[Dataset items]
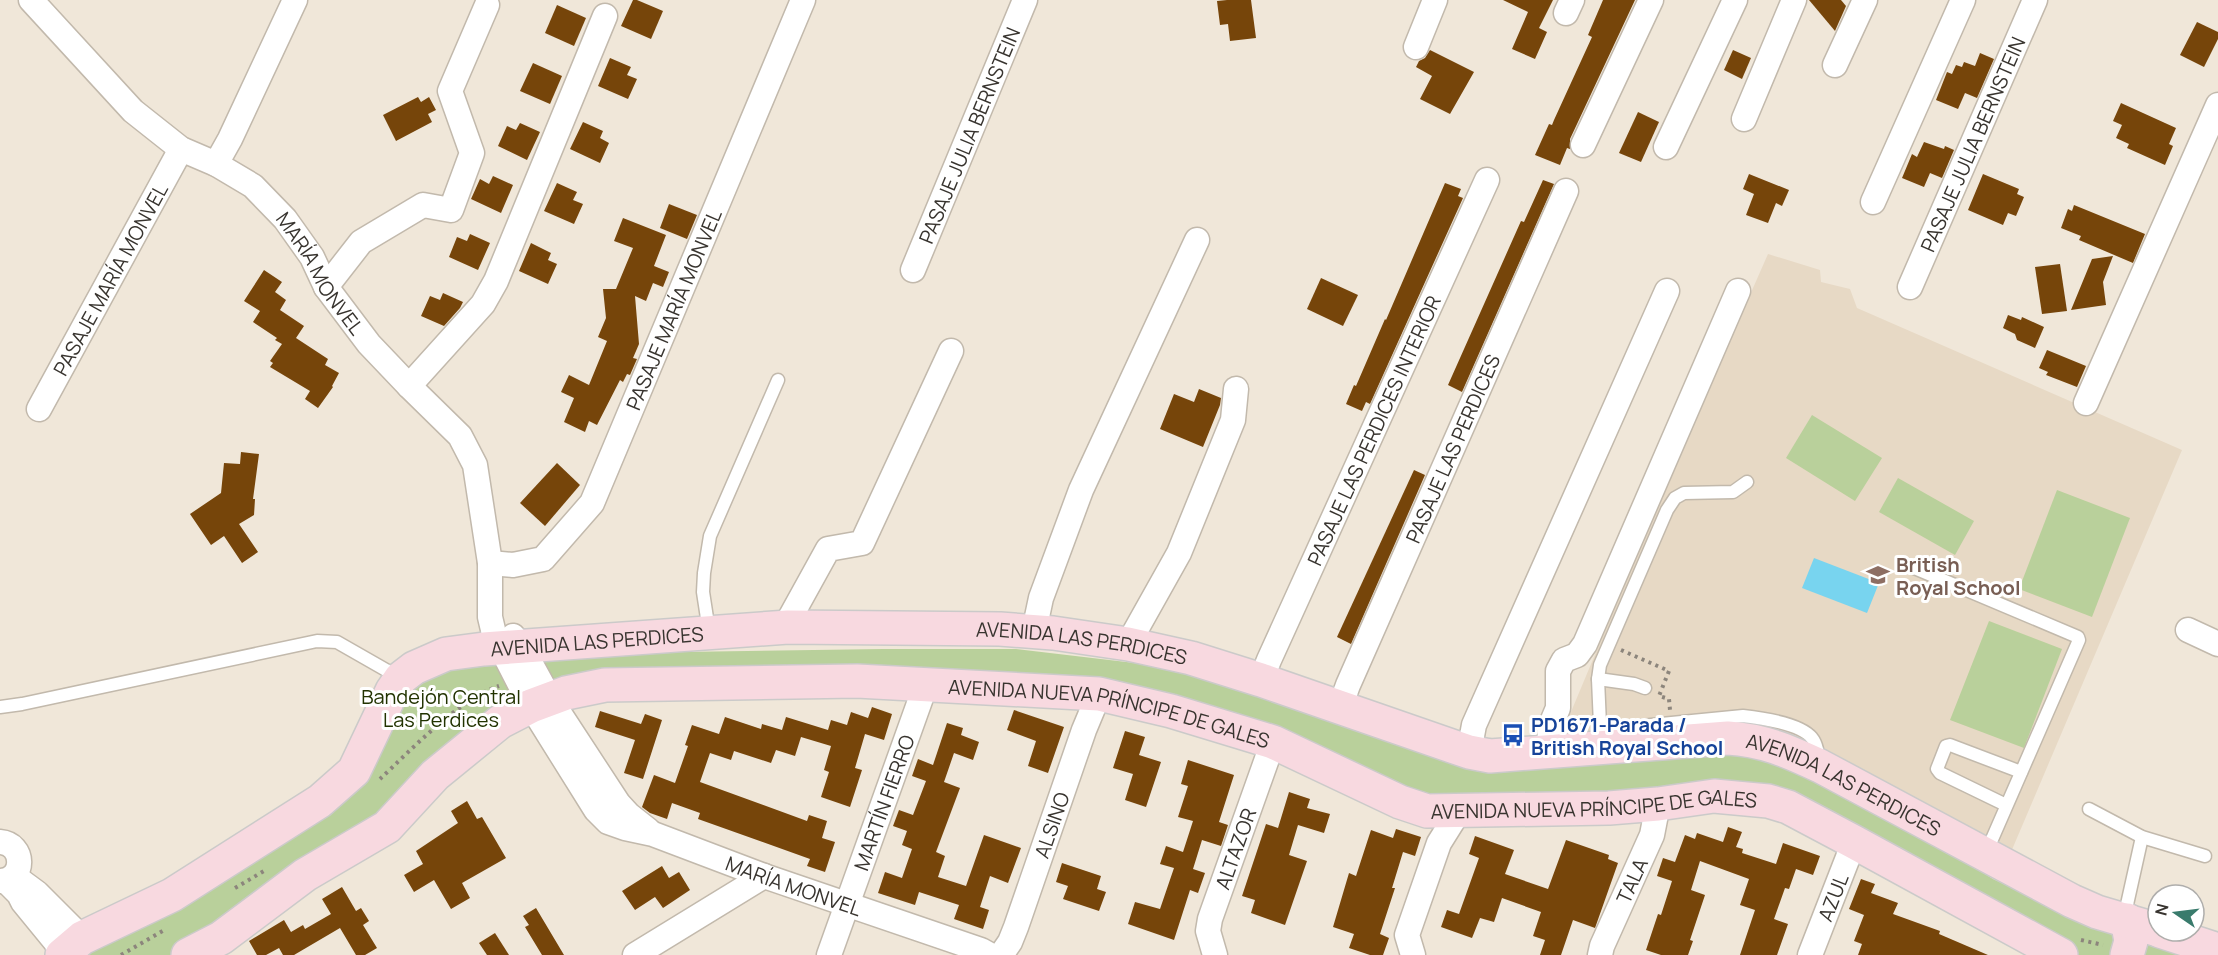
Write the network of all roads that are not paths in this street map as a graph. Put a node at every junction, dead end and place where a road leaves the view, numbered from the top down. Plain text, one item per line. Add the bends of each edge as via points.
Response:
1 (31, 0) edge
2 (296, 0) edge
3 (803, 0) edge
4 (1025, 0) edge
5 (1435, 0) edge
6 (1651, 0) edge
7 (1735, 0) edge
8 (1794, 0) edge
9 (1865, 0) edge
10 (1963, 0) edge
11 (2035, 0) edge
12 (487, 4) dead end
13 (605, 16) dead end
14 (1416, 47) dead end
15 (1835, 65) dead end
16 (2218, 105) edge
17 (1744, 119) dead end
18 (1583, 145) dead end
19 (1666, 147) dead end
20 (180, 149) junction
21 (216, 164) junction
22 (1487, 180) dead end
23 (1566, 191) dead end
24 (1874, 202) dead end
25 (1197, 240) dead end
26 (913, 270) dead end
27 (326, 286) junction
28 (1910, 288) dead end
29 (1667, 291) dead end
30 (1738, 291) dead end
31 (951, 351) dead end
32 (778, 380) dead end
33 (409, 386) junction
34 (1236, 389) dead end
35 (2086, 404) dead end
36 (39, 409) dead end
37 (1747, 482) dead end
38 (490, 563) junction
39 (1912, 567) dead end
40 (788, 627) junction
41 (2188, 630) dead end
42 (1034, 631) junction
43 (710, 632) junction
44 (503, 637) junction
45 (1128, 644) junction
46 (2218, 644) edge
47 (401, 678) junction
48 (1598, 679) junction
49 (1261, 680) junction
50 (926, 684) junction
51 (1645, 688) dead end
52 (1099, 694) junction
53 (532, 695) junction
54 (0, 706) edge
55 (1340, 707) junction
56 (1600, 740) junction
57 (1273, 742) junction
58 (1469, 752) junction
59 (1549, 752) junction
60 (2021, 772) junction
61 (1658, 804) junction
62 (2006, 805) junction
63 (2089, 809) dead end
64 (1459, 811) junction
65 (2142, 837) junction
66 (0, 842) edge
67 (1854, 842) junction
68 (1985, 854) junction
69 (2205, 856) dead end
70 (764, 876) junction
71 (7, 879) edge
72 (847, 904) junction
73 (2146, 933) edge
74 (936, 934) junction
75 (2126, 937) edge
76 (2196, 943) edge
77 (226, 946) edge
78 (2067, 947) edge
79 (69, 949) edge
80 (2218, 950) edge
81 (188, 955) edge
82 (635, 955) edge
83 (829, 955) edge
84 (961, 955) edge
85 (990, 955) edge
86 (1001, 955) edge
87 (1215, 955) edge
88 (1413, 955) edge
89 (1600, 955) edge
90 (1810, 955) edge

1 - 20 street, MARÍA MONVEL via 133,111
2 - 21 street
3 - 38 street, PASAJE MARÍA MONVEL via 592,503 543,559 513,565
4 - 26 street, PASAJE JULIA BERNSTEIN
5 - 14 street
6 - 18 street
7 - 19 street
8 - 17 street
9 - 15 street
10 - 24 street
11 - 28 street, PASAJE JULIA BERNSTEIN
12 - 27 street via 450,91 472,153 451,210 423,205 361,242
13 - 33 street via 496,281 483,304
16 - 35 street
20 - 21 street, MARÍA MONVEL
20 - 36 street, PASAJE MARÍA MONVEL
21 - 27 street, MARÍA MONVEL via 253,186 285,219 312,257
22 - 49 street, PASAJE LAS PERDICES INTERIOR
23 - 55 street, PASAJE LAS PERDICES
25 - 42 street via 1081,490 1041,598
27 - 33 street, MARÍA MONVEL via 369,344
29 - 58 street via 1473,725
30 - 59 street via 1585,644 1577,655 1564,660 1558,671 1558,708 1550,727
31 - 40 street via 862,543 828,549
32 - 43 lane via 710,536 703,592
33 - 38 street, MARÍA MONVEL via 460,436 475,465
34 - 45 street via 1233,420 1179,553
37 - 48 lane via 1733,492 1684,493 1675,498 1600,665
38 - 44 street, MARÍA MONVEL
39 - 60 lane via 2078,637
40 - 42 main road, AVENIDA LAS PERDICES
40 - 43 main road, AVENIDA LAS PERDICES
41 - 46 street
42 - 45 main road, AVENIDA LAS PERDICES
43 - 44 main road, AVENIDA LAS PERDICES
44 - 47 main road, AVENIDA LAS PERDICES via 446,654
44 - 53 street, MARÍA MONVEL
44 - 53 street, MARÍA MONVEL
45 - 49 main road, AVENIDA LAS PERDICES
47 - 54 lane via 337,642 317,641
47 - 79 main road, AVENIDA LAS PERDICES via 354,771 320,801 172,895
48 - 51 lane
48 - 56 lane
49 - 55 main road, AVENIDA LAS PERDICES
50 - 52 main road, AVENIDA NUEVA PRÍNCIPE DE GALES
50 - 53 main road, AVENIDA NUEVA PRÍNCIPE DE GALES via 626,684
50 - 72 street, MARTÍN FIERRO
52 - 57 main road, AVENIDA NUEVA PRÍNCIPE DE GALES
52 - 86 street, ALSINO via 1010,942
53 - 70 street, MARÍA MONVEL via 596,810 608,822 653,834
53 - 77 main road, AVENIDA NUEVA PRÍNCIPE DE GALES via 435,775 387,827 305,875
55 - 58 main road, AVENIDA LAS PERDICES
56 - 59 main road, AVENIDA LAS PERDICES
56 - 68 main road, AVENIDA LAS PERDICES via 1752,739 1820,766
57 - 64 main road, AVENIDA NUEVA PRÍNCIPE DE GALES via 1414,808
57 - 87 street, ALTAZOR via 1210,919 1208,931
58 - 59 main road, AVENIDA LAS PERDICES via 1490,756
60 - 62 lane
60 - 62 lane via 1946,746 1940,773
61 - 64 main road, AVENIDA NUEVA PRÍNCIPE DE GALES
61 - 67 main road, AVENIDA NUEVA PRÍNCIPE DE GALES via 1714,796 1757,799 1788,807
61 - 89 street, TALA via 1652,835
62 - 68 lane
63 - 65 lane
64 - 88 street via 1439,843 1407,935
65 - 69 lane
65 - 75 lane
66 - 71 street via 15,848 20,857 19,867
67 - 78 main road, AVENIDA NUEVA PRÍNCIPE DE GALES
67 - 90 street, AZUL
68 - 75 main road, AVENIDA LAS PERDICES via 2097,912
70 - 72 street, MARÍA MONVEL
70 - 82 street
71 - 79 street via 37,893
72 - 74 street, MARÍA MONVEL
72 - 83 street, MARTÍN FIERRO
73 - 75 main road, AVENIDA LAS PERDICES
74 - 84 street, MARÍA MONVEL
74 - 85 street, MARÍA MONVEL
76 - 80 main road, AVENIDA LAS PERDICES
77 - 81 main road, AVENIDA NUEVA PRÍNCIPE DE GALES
==
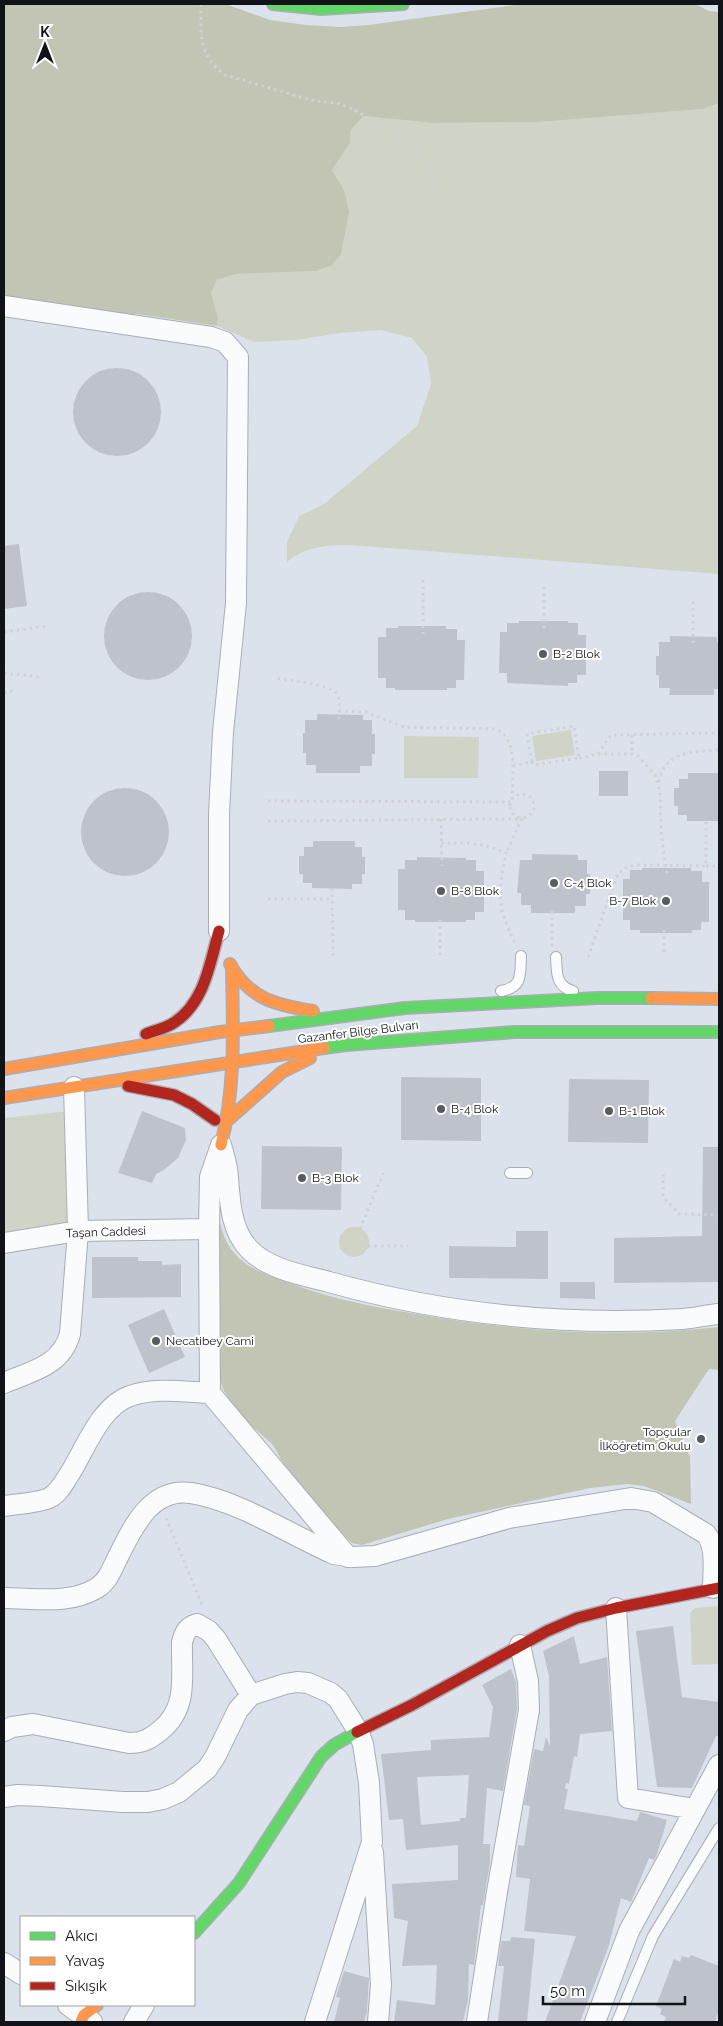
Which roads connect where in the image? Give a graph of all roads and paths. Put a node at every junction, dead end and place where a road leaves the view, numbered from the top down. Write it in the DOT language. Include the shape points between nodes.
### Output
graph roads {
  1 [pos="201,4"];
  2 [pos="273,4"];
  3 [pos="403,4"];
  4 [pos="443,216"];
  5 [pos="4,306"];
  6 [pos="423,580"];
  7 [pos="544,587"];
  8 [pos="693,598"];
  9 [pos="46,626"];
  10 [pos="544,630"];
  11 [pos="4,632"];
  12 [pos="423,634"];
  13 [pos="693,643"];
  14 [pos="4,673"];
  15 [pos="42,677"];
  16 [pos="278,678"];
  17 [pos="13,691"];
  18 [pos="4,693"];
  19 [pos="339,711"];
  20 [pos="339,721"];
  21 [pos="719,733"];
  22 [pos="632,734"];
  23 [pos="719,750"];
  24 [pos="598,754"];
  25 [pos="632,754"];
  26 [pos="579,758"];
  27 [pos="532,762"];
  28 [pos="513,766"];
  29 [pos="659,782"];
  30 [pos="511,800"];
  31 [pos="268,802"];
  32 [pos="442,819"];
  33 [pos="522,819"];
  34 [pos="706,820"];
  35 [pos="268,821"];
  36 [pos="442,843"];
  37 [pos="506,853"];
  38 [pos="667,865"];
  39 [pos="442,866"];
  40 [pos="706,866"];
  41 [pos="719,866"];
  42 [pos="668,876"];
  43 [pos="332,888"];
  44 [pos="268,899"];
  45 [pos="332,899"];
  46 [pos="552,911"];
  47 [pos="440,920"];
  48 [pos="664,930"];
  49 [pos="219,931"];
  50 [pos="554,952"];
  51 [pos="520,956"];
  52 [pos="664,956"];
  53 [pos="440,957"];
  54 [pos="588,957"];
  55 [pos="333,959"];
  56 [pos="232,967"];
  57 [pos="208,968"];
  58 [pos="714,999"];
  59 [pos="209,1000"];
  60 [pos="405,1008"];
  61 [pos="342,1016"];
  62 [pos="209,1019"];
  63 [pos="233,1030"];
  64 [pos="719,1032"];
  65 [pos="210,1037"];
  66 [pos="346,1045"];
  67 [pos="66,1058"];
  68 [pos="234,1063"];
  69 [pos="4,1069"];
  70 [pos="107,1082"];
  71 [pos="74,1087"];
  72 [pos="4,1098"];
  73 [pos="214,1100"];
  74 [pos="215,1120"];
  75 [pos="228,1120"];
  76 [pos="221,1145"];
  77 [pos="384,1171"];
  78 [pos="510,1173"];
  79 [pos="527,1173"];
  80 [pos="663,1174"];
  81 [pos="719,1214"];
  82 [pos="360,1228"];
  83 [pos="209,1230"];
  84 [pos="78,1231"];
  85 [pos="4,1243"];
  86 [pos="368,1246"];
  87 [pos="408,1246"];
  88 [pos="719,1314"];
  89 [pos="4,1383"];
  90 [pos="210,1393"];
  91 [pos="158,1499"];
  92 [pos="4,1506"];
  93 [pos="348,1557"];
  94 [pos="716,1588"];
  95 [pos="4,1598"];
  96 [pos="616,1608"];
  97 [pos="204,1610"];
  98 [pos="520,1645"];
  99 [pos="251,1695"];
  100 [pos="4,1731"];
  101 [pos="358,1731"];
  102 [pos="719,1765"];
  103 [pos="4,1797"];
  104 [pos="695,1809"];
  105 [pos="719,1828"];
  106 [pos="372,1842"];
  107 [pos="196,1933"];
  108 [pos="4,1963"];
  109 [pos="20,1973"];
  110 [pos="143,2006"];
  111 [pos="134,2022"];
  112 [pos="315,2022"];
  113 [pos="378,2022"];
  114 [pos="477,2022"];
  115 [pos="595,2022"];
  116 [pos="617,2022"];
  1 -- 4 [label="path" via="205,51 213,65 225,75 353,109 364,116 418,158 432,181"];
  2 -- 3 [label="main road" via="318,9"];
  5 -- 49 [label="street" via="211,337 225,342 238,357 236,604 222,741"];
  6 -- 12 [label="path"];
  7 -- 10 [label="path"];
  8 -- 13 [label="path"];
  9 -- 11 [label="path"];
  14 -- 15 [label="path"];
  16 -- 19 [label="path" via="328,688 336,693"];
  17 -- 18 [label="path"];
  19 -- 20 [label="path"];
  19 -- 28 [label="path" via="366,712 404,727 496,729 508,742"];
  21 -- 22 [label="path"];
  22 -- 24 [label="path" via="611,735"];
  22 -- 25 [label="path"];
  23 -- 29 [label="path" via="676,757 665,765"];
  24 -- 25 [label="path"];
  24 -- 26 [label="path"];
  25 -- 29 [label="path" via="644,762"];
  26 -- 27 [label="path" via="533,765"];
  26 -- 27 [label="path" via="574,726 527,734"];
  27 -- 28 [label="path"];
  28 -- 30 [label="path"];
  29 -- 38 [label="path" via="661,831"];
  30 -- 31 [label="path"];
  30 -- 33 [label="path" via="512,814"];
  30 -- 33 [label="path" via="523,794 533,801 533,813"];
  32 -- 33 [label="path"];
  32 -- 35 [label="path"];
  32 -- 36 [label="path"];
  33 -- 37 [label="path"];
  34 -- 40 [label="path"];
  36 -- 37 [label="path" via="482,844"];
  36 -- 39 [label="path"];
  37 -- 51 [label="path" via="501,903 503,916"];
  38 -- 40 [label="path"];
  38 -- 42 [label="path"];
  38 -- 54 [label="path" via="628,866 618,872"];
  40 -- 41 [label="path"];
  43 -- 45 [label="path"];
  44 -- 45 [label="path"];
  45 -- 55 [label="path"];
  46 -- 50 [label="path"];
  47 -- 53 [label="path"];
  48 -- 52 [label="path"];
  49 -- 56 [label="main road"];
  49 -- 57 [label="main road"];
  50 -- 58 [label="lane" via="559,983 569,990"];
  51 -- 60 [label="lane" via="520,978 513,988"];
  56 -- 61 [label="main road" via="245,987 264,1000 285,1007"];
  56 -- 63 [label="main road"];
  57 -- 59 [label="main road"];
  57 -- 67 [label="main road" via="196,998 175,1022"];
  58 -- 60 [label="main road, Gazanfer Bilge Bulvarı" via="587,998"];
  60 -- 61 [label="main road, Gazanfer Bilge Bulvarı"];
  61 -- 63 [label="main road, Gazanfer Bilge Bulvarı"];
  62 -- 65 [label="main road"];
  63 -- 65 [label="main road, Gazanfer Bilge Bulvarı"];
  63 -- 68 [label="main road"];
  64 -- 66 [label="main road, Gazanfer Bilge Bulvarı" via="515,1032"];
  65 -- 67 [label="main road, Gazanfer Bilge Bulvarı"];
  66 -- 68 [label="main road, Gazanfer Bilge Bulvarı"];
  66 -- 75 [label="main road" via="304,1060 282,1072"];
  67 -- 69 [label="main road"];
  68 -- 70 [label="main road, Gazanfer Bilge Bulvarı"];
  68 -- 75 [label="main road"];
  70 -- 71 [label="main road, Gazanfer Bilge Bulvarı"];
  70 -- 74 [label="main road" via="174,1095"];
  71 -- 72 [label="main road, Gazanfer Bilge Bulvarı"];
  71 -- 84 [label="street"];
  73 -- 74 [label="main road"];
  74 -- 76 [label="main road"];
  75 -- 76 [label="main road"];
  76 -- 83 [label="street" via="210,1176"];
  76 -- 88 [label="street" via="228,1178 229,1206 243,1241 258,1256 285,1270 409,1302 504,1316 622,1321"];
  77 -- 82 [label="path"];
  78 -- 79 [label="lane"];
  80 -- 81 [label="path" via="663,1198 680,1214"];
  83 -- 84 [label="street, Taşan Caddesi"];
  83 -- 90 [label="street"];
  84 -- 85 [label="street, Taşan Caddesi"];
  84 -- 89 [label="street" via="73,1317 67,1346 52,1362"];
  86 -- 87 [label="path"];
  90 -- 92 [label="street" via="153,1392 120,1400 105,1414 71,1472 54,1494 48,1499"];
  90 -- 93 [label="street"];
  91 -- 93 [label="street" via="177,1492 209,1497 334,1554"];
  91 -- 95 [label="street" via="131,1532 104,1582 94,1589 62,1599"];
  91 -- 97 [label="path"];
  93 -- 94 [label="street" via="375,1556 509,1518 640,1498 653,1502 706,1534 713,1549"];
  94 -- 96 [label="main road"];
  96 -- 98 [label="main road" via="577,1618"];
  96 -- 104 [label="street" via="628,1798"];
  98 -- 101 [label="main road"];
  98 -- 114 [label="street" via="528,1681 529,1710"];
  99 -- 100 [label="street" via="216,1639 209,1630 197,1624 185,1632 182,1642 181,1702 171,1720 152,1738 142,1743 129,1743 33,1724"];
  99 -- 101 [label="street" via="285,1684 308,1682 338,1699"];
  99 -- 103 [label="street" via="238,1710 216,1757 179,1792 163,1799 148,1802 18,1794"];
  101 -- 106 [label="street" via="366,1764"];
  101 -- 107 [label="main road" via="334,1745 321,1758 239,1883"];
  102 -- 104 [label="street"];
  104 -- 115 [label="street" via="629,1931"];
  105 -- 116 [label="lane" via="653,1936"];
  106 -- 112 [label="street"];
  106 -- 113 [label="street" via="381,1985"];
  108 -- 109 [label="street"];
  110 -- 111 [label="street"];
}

> **TASK GOAL**:
Count the lines of the data above where the string "BERNSTEIN" shows up; reply with the number only.

> **SOLVED PROBLEM**:
2